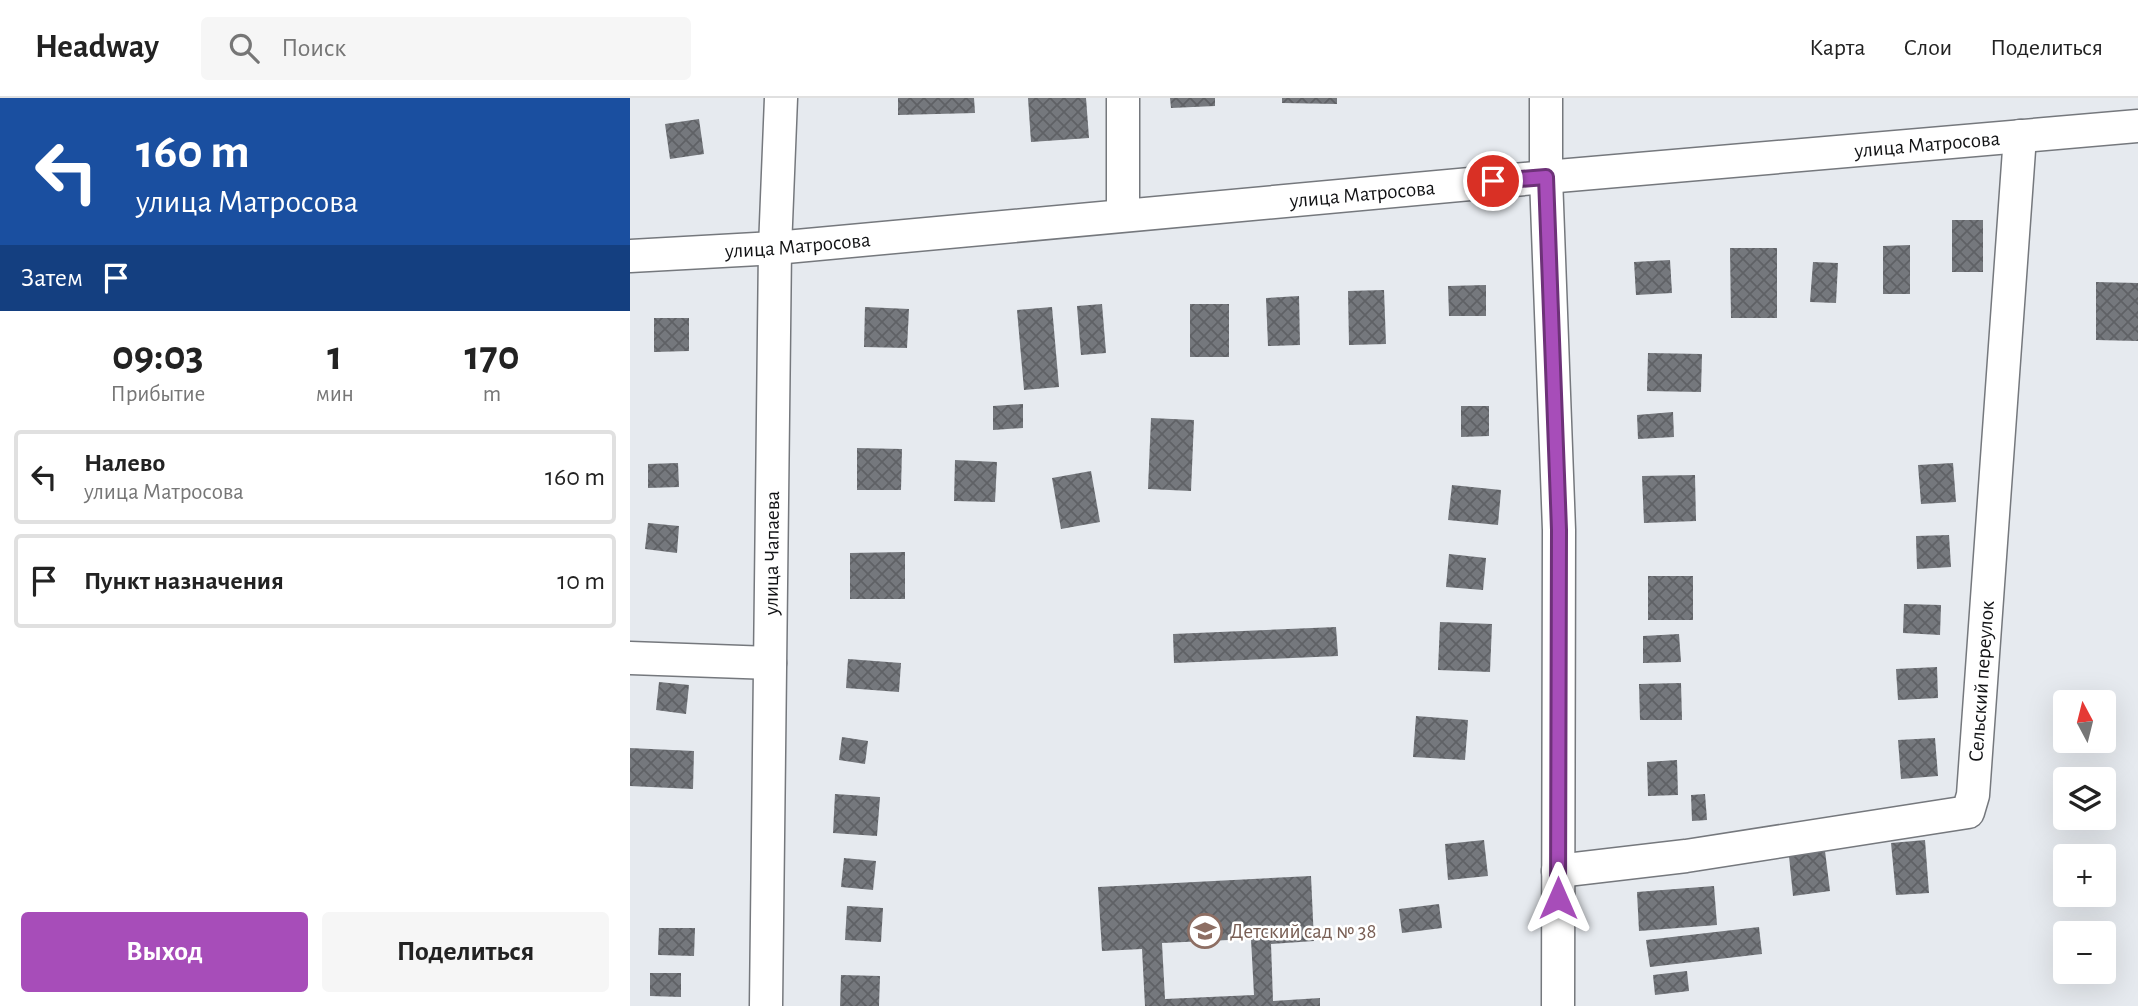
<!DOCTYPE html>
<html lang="ru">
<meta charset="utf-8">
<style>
body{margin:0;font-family:"Alegreya Sans",sans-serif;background:#f6f6f6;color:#222;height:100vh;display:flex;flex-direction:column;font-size:26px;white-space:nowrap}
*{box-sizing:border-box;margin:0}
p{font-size:23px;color:#767676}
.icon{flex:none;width:38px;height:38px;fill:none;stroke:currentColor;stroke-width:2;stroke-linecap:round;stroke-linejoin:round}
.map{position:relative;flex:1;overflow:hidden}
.panel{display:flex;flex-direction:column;background:#fff;width:630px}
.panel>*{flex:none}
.hud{background:#1a4fa0;color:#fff;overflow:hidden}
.needle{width:46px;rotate:353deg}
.controls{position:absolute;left:1423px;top:592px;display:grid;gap:14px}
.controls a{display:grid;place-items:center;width:63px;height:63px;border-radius:7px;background:#fff;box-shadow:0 7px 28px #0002;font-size:35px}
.pin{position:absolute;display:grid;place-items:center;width:60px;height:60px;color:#fff;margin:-30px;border:4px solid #fff;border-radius:50%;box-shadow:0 2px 7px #0007}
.me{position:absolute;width:77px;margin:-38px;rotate:0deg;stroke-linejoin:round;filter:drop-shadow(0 0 5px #0008)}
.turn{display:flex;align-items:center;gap:24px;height:147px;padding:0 21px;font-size:32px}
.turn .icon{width:91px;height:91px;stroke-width:2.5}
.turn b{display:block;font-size:49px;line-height:60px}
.then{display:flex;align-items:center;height:66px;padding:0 21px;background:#0003;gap:14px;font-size:26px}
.eta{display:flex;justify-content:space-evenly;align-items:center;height:119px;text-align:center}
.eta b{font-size:42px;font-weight:600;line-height:49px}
.action{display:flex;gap:14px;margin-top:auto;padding:14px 21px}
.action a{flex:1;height:80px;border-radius:7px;background:#a74db9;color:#fff;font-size:28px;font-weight:600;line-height:80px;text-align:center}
.action a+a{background:#f6f6f6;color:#222}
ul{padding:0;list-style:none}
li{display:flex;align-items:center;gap:21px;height:94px;margin:0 14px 10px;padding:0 7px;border:4px solid #e0e0e0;border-radius:7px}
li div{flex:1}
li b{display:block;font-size:26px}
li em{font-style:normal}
header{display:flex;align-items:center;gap:42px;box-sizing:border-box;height:98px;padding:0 35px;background:#fff;border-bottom:2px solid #e0e0e0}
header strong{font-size:33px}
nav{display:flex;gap:38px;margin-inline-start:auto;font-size:24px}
.search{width:490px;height:63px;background:#f6f6f6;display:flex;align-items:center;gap:18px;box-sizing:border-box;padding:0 24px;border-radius:7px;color:#767676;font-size:26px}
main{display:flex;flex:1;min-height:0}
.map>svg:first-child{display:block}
</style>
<header>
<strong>Headway</strong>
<div class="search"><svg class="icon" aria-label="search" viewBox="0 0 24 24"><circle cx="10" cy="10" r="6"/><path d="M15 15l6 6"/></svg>Поиск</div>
<nav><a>Карта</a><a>Слои</a><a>Поделиться</a></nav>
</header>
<main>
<section class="panel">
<div class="hud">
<div class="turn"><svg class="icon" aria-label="left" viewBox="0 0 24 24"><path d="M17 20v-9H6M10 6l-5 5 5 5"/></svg><div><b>160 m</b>улица Матросова</div></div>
<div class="then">Затем<svg class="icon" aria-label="arrive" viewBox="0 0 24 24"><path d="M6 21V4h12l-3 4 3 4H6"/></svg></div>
</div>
<div class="eta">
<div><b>09:03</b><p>Прибытие</p></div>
<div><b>1</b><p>мин</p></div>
<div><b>170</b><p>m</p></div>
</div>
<ul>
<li><svg class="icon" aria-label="left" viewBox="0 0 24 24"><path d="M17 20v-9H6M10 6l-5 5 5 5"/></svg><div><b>Налево</b><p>улица Матросова</p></div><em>160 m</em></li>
<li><svg class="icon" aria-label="arrive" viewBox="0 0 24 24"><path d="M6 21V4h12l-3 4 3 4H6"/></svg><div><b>Пункт назначения</b></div><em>10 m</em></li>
</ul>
<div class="action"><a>Выход</a><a>Поделиться</a></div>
</section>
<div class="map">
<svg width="1508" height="908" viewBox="0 0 1508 908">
<defs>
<pattern id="building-cross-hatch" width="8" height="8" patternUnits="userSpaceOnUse" patternTransform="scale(1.75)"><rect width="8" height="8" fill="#75787d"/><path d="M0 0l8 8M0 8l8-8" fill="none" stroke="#5f6165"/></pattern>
</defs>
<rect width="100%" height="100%" fill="#e6eaef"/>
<g fill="url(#building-cross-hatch)" fill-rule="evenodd">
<path d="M 268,0 L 344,0 L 345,15 L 268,17 Z"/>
<path d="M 398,0 L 456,0 L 459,40 L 401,44 Z"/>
<path d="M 540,0 L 585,0 L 585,8 L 541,10 Z"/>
<path d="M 652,0 L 707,0 L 707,6 L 652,5 Z"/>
<path d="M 69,21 L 74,56 L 40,61 L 35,26 Z"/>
<rect x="1322" y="122" width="31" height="52"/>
<path d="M 1280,147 L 1280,196 L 1253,196 L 1253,148 Z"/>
<path d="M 1100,150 L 1147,150 L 1147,220 L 1101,220 Z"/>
<path d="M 1040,162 L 1042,195 L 1006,197 L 1004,164 Z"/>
<path d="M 1183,164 L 1208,165 L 1206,205 L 1180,204 Z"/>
<path d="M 1466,184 L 1508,185 L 1508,243 L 1466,242 Z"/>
<path d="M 856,187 L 856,218 L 819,218 L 818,188 Z"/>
<path d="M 754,192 L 756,246 L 719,247 L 718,193 Z"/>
<path d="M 669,198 L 670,247 L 638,248 L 636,200 Z"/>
<path d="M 472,206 L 476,255 L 451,257 L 447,208 Z"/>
<rect x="560" y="206" width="39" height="53"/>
<path d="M 235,209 L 279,211 L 277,250 L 234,249 Z"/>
<path d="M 422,209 L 429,289 L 394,292 L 387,212 Z"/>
<path d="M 24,220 L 59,220 L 59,253 L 24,254 Z"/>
<path d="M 1018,255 L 1072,256 L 1071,294 L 1017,293 Z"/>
<path d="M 393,306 L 393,330 L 363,332 L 363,308 Z"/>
<path d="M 831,308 L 859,308 L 859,338 L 831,339 Z"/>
<path d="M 1043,314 L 1044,339 L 1008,341 L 1007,317 Z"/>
<path d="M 521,320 L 564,322 L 561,393 L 518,391 Z"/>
<path d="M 227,350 L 272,351 L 271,392 L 227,392 Z"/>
<path d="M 325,362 L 367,364 L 365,404 L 324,403 Z"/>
<path d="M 48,365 L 49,389 L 18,390 L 18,366 Z"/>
<path d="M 1323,365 L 1326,404 L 1291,406 L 1288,367 Z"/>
<path d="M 461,373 L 470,424 L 431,431 L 422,380 Z"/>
<path d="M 1065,377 L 1066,423 L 1014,425 L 1012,378 Z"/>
<path d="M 822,387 L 871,392 L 868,427 L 818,422 Z"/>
<path d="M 18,425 L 49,428 L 47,455 L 15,451 Z"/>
<path d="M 1319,437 L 1321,469 L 1287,471 L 1286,438 Z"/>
<path d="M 275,454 L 275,501 L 220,501 L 220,455 Z"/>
<path d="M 819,456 L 856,460 L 853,492 L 816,489 Z"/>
<rect x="1018" y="478" width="45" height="44"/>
<path d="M 1274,506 L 1311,507 L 1310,537 L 1273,535 Z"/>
<path d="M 810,524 L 862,526 L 860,574 L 808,572 Z"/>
<path d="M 706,529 L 708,558 L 544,565 L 543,536 Z"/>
<path d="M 1049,536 L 1051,564 L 1013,565 L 1013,538 Z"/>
<path d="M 218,561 L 271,565 L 269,594 L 216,590 Z"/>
<path d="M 1307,569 L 1308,600 L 1268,602 L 1266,571 Z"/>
<path d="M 29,584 L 59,587 L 56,616 L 26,612 Z"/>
<path d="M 1051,585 L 1052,622 L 1010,622 L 1009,586 Z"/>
<path d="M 786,618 L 838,622 L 835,662 L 783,659 Z"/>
<path d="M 212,639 L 238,643 L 235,666 L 209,662 Z"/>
<path d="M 1305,640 L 1308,678 L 1271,681 L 1268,642 Z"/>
<path d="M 0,650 L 64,653 L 63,691 L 0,688 Z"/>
<path d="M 1047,662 L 1048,697 L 1018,698 L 1017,664 Z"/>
<path d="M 205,696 L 250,699 L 247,738 L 203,735 Z"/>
<path d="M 1075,696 L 1077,722 L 1062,723 L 1061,697 Z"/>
<path d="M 854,742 L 858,778 L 818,782 L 815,746 Z"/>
<path d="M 1295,742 L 1299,795 L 1266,797 L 1261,745 Z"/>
<path d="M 1195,753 L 1200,793 L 1163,798 L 1159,758 Z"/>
<path d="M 214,760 L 246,763 L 243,792 L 211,789 Z"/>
<path d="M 681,778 L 684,843 L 641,846 L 643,903 L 690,900 L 690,908 L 515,908 L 512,851 L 472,853 L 468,789 ZM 621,841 L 624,897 L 535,901 L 532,845 Z"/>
<path d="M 1084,788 L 1087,827 L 1009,833 L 1007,794 Z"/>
<path d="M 809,806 L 812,830 L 772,835 L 769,811 Z"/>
<path d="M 217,808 L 253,810 L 251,844 L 215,842 Z"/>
<path d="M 1129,829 L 1132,856 L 1020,869 L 1016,842 Z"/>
<path d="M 29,830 L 65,830 L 64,858 L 28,857 Z"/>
<path d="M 1057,873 L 1059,893 L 1025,897 L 1023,877 Z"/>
<path d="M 20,875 L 51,875 L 51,899 L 20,898 Z"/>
<path d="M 211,877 L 250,878 L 249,908 L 210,908 Z"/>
</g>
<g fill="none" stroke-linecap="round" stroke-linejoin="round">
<g stroke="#75787d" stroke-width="35">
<g id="minor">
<path d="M 493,0 L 493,117"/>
<path d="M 916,0 L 916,79 L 929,432 L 928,908"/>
<path id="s1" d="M 0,158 L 145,150 L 916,79 L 1508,28"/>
<path d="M 0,560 L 140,565"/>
<path id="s2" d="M 928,773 L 1056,758 L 1338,714 L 1343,697 L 1390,38"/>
<path id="s3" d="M 136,908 L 145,150 L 151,0"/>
</g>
</g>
<use href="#minor" stroke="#fff" stroke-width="32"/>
</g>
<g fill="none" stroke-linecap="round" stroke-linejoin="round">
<g stroke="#6d3278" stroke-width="18">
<path id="route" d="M 863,83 L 916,79 L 929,432 L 928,800"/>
</g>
<use href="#route" stroke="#a74db9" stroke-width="12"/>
</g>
<defs>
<g id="school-ring" transform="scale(1.75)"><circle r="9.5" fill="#fff" stroke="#8d6e63" stroke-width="1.5"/><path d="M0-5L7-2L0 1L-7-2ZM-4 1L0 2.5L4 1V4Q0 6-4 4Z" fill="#8d6e63"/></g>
</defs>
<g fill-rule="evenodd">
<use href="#school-ring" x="575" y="833"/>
</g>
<g text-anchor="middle" stroke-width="5" stroke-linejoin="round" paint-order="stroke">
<g font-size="21" fill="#111214" stroke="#fff">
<text dy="7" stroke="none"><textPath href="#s1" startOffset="1302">улица Матросова</textPath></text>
<text dy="7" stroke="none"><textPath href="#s1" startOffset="735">улица Матросова</textPath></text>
<text dy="7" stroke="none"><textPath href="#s1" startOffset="168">улица Матросова</textPath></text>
<text dy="7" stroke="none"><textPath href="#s3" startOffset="453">улица Чапаева</textPath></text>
<text dy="7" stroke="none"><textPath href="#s2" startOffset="546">Сельский переулок</textPath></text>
</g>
<g font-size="21" fill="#785e54" stroke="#fff" text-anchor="start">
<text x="600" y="840">Детский сад № 38</text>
</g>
</g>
</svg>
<div class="controls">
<a><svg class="needle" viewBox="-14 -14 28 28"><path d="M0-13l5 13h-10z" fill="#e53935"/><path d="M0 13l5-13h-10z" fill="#767676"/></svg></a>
<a><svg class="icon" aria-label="layers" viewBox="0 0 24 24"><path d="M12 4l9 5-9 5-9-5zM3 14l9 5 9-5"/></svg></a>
<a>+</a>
<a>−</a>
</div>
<div class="pin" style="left:863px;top:83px;background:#d93025"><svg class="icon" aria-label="arrive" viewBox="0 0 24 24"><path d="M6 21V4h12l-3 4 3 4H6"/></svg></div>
<svg class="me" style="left:928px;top:800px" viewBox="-20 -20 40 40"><path d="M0-17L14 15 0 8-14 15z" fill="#a74db9" stroke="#fff" stroke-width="4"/></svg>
</div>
</main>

----

Reproduce the lines of the entries above from the one with "14px 10px;padding:0 7px;border:4px" to the one with "<strong>Headway</strong>", both included, exactly and without any other line.

li{display:flex;align-items:center;gap:21px;height:94px;margin:0 14px 10px;padding:0 7px;border:4px solid #e0e0e0;border-radius:7px}
li div{flex:1}
li b{display:block;font-size:26px}
li em{font-style:normal}
header{display:flex;align-items:center;gap:42px;box-sizing:border-box;height:98px;padding:0 35px;background:#fff;border-bottom:2px solid #e0e0e0}
header strong{font-size:33px}
nav{display:flex;gap:38px;margin-inline-start:auto;font-size:24px}
.search{width:490px;height:63px;background:#f6f6f6;display:flex;align-items:center;gap:18px;box-sizing:border-box;padding:0 24px;border-radius:7px;color:#767676;font-size:26px}
main{display:flex;flex:1;min-height:0}
.map>svg:first-child{display:block}
</style>
<header>
<strong>Headway</strong>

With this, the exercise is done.